Notes on strongly Whyburn spaces. (Q2798075)

A Hausdorff space is here defined to be a \textit{strongly Whyburn space} if for any sequence \(\{A_n:n\in\omega\}\) of subsets of \(X\) and any point \(p\in X\setminus\bigcap\{\overline{\bigcup_{m\geq n} A_m}:n\in\omega\}\) there is a sequence \(\{B_n:n\in\omega\}\) of closed subsets of \(X\) such that for each \(n\in\omega\), \(B_n\subseteq A_n\) and \(\{p\}=\bigcap\{\overline{\bigcup_{m\geq n} B_m}:n\in\omega\}\). By taking \(A_n=A\) for each \(n\in\omega\), it is easy to deduce that a strongly Whyburn space is Whyburn.
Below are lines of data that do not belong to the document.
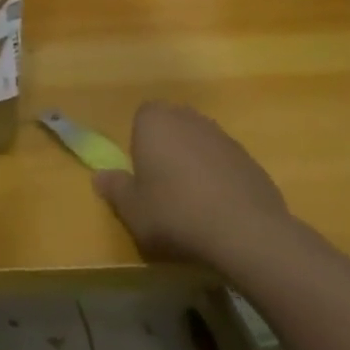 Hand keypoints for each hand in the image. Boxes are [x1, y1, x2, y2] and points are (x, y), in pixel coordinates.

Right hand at [95, 102, 296, 281]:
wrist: (246, 233)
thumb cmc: (175, 214)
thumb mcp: (133, 210)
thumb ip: (115, 189)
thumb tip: (100, 176)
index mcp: (154, 121)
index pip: (141, 117)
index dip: (140, 144)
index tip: (143, 175)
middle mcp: (188, 118)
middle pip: (172, 128)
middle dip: (167, 151)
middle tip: (164, 189)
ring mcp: (222, 137)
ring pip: (199, 145)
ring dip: (195, 165)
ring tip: (194, 205)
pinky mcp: (250, 160)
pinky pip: (225, 165)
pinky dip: (220, 181)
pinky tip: (221, 213) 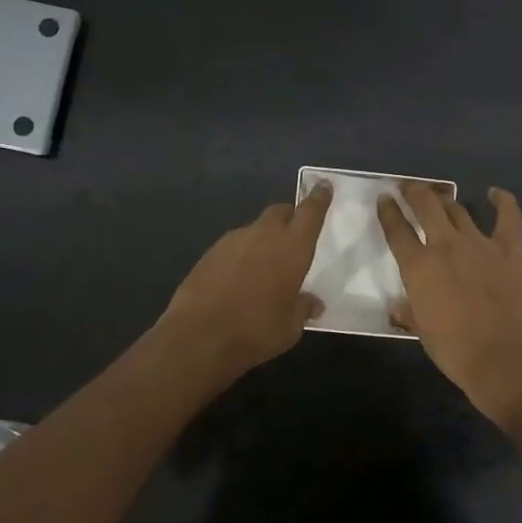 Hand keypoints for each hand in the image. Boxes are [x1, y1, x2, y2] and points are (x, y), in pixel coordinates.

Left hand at [160, 185, 330, 377]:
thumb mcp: (290, 327)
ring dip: (264, 238)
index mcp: (292, 247)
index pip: (310, 212)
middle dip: (290, 216)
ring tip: (265, 265)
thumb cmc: (256, 330)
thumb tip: (312, 303)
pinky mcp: (209, 253)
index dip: (318, 197)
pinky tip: (239, 277)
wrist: (198, 337)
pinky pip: (234, 245)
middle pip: (280, 211)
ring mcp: (233, 241)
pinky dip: (242, 254)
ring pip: (255, 229)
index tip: (323, 185)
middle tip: (295, 233)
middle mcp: (264, 235)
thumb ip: (303, 308)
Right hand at [378, 183, 521, 427]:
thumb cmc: (455, 351)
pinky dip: (503, 201)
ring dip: (447, 199)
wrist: (504, 357)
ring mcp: (479, 244)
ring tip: (440, 195)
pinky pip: (508, 217)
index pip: (397, 230)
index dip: (388, 211)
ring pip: (459, 209)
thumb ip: (409, 312)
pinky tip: (495, 193)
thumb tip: (398, 307)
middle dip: (414, 191)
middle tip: (409, 187)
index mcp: (418, 266)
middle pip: (426, 205)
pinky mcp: (509, 249)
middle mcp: (445, 245)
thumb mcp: (421, 332)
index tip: (384, 198) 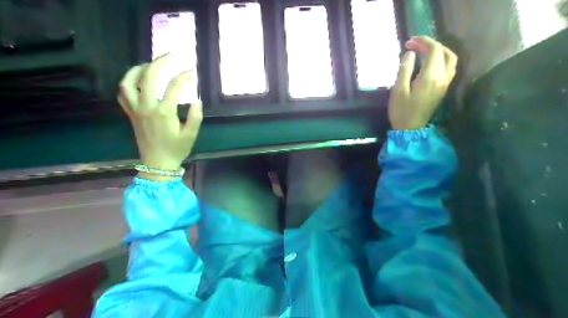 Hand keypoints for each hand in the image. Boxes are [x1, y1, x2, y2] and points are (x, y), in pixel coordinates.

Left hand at [117, 55, 203, 172]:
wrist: (157, 164)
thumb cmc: (176, 149)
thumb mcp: (191, 135)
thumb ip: (195, 117)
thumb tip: (197, 100)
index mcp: (164, 112)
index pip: (173, 87)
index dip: (183, 77)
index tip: (192, 72)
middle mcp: (147, 108)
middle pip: (149, 78)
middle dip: (159, 63)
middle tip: (169, 55)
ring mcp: (136, 110)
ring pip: (129, 83)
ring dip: (137, 69)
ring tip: (149, 64)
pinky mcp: (131, 114)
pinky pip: (122, 95)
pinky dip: (127, 83)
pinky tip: (136, 81)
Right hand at [388, 35, 457, 128]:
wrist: (410, 129)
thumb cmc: (401, 110)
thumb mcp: (398, 90)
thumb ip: (405, 69)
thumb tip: (411, 53)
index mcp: (430, 77)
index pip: (434, 50)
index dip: (423, 41)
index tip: (409, 42)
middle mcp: (442, 78)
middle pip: (444, 52)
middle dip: (431, 44)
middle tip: (415, 45)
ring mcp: (445, 84)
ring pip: (450, 59)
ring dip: (439, 51)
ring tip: (424, 51)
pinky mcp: (443, 89)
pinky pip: (449, 68)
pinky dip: (441, 59)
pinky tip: (430, 62)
It is also a simple matter to show that a strongly Fréchet-Urysohn space (which has also been called a strongly bisequential space) is strongly Whyburn. What might be considered the main theorem of the paper is a characterization of the strong Whyburn property: \(X\) is strongly Whyburn if and only if \(X\times(\omega+1)\) is Whyburn. NEWLINENEWLINEThis result is analogous to the characterization of the strong Fréchet-Urysohn property given by \textit{E. A. Michael} [General Topology Appl. 2, 91--138 (1972; Zbl 0238.54009)]: A space is strongly Fréchet-Urysohn if and only if \(X\times [0,1]\) (or \(X\times(\omega+1)\)) is Fréchet-Urysohn. Among other results of the paper, there are the following: (1) If \(X\) is a \(k\)-space, then \(X\) is strongly Whyburn if and only if it is strongly Fréchet-Urysohn; (2) Every strongly Whyburn \(P\)-space is discrete, and (3) \(X\times Y\) is Whyburn for each Whyburn space \(Y\) if and only if \(X\) is discrete.